▸ Task
Say how many lines of the records include the string "image". Nothing else belongs in the answer.

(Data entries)
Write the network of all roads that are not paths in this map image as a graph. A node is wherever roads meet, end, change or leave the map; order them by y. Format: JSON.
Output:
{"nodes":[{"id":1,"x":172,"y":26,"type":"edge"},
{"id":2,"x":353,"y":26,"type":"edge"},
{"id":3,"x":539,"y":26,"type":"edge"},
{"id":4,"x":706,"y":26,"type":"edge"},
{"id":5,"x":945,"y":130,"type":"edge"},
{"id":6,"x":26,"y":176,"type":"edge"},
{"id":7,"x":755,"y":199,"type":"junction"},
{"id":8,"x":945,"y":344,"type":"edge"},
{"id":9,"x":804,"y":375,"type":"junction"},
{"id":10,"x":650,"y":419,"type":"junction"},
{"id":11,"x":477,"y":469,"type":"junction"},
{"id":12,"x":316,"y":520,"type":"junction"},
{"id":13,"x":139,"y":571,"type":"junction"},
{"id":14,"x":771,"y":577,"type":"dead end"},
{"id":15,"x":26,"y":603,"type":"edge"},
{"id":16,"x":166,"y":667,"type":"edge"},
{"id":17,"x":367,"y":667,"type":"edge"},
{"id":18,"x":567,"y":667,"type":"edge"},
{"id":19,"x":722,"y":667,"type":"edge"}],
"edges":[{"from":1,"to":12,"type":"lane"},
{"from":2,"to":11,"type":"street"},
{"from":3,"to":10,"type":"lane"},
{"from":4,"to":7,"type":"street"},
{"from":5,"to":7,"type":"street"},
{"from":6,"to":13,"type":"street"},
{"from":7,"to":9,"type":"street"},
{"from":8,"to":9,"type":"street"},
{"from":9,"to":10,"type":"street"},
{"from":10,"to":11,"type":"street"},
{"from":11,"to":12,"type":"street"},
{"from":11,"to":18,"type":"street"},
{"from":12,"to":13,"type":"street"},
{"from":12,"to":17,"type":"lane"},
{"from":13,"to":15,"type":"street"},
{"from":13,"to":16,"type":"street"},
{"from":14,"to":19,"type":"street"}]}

* * *

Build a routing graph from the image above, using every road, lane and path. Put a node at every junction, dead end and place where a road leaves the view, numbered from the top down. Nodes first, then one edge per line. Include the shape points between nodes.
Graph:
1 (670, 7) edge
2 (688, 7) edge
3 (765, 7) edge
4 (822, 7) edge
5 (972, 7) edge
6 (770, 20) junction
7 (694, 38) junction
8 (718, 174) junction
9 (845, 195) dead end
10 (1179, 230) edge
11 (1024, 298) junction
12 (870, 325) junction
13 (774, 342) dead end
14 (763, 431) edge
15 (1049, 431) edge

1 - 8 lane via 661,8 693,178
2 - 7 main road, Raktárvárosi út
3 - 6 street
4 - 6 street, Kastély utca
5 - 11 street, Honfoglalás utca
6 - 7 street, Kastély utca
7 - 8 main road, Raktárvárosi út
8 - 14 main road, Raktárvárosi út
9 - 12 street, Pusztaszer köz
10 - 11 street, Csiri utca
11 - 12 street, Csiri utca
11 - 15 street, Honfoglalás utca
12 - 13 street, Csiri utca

▸ The answer
2